**Activity:** Say how many lines below contain the word "main". The number is the entire reply.

Segment Start: The input

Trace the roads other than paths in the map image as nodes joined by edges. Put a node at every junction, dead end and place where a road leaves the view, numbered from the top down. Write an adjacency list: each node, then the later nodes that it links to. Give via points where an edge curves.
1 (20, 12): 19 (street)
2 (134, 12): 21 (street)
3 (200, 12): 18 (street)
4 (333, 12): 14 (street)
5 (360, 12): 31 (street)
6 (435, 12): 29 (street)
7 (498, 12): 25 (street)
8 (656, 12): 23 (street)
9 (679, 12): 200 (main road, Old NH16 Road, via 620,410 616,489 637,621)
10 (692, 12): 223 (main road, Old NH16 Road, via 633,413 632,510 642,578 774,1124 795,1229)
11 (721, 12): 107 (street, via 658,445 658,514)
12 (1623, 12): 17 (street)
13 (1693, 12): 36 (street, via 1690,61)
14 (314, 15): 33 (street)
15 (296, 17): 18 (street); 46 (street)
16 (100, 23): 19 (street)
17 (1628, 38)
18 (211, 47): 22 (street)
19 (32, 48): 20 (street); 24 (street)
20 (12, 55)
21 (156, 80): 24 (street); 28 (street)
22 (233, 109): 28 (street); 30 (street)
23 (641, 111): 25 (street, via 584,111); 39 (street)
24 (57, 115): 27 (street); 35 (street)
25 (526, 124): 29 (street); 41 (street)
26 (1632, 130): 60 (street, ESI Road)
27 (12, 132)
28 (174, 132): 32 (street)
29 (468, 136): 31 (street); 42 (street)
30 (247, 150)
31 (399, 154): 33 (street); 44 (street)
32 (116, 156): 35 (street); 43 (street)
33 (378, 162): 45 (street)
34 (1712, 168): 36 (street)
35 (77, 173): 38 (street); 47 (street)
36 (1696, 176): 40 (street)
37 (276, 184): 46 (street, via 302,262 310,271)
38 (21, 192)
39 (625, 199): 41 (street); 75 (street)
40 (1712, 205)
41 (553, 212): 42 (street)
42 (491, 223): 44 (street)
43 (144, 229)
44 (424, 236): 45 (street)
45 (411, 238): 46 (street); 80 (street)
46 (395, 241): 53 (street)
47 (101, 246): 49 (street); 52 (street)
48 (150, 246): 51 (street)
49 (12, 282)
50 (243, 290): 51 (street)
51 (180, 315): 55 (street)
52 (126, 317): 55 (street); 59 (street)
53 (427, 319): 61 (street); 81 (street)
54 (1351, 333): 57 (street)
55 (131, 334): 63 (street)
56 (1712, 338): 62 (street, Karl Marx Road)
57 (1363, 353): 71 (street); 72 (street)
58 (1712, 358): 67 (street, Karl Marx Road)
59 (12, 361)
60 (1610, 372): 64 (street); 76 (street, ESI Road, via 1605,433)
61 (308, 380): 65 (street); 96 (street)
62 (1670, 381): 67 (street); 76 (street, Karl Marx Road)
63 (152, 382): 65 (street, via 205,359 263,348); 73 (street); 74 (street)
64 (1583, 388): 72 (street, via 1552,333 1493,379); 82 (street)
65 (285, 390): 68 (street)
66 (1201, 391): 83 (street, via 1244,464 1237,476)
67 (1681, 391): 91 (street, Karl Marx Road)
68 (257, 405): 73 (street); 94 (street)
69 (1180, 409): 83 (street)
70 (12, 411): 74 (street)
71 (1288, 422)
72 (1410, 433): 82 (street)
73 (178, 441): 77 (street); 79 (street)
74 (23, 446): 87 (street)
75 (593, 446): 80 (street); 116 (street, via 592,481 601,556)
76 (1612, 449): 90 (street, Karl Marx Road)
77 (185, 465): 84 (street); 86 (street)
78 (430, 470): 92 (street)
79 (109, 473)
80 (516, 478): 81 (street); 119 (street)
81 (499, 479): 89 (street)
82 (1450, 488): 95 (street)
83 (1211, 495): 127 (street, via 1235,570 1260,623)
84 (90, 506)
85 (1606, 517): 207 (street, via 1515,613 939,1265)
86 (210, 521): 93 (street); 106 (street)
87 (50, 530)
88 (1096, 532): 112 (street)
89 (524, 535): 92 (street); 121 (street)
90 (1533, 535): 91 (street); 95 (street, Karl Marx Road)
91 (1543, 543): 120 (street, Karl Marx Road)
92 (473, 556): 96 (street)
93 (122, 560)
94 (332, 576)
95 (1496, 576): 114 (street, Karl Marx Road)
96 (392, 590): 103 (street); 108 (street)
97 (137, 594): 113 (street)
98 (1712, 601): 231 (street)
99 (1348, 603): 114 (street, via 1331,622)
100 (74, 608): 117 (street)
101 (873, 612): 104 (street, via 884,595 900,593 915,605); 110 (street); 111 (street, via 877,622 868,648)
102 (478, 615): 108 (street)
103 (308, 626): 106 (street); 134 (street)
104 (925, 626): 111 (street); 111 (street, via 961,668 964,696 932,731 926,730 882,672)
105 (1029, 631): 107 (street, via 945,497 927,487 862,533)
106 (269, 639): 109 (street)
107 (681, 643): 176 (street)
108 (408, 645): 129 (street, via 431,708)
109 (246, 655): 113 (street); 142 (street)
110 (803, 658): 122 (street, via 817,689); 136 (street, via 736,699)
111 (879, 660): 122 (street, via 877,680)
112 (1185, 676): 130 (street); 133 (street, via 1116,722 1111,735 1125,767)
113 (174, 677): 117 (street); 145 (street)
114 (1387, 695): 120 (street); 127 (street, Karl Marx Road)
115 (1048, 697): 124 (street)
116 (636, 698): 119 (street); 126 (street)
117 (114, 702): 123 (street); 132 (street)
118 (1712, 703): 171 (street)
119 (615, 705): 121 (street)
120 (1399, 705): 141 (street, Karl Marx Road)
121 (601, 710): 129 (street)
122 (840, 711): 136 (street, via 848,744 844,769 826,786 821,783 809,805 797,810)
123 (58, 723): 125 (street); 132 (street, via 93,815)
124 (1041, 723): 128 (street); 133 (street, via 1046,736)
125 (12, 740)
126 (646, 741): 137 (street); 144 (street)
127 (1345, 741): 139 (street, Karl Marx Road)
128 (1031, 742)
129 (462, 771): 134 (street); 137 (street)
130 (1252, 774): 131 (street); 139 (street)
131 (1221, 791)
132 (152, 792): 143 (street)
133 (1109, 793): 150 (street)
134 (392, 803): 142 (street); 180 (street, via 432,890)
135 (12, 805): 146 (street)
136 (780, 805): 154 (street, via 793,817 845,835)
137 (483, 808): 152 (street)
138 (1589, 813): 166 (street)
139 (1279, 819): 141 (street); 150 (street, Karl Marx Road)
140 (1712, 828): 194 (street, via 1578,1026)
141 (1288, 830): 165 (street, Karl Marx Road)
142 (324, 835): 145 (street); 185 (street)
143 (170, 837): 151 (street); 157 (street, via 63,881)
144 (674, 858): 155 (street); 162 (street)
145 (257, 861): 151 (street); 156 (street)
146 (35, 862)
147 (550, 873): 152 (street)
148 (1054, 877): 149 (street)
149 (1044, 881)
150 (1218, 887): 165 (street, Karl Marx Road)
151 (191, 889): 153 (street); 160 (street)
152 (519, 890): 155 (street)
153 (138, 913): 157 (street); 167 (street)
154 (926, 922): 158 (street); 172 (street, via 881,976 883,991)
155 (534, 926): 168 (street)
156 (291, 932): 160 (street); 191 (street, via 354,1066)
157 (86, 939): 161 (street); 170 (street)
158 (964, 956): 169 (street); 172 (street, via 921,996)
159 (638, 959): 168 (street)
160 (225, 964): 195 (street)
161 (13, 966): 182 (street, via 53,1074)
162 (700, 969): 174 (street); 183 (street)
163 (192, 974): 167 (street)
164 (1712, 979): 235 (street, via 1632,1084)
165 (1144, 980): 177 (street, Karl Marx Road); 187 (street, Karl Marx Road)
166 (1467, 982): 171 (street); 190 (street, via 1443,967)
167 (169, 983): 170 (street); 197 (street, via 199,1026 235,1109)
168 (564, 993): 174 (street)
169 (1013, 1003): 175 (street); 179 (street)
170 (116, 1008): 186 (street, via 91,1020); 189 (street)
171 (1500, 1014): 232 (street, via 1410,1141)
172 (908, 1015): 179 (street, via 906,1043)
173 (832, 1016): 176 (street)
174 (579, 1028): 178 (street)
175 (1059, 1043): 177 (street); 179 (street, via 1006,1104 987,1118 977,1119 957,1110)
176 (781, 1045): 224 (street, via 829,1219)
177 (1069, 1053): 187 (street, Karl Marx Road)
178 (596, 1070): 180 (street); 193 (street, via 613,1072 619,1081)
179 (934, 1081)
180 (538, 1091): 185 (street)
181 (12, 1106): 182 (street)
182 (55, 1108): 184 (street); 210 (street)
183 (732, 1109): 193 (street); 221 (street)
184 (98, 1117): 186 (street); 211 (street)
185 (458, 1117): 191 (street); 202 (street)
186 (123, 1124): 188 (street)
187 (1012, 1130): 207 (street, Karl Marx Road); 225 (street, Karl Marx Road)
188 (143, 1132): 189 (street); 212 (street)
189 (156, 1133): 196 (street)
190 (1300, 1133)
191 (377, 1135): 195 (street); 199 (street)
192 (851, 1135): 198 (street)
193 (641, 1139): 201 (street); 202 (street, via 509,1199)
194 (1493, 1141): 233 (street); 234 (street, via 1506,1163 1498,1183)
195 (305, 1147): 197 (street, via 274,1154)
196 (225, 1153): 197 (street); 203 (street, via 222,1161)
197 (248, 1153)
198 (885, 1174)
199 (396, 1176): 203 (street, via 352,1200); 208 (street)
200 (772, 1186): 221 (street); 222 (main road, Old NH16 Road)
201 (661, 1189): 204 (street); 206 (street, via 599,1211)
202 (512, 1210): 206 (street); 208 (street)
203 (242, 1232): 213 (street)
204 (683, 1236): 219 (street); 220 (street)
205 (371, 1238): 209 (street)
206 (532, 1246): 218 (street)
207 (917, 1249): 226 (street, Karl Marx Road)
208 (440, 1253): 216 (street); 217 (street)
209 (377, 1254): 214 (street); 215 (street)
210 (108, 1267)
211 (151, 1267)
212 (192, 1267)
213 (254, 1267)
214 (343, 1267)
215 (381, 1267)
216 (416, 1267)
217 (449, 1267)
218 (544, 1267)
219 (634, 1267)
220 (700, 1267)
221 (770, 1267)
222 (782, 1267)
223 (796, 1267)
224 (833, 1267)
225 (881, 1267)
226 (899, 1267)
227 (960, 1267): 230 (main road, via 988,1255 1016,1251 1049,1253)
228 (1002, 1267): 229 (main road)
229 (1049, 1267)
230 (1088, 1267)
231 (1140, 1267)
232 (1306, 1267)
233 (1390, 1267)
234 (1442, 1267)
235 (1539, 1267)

Segment End: The input

**Written reply:** 5